Where does the word "graph" occur in the data below? Copy each line that holds it.
--- SUPPLIED ENTRIES ---
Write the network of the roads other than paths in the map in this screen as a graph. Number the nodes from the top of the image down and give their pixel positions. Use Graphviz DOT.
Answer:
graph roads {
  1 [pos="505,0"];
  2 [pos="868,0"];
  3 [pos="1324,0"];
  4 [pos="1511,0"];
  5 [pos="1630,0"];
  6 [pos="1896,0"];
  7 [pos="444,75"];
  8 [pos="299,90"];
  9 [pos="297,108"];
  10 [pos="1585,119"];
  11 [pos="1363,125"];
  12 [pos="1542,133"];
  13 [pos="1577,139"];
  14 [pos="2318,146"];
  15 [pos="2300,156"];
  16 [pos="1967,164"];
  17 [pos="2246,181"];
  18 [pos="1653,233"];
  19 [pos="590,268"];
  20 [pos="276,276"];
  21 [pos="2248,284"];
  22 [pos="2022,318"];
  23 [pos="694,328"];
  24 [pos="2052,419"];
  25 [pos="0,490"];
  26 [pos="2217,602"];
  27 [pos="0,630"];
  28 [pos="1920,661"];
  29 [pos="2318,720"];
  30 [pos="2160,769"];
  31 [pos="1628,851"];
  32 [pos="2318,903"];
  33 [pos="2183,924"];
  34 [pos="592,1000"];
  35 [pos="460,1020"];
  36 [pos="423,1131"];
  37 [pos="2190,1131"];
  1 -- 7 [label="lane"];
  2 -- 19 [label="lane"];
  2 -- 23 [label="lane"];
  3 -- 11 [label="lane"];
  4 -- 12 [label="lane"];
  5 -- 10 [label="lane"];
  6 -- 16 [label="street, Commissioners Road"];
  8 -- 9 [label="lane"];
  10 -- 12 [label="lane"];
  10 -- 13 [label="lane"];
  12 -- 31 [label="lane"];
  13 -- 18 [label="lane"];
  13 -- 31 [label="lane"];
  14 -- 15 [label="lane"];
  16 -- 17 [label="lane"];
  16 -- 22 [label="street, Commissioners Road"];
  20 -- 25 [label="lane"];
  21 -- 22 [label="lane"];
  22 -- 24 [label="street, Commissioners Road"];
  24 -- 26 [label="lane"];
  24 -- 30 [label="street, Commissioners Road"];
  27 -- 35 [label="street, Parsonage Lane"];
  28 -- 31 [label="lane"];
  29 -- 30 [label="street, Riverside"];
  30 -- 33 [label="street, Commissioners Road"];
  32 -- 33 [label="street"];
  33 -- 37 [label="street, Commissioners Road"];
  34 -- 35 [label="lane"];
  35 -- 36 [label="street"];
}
---
- **RESPONSE**:
Write the network of the roads other than paths in the map in this screen as a graph. Number the nodes from the top of the image down and give their pixel positions. Use Graphviz DOT.
graph roads {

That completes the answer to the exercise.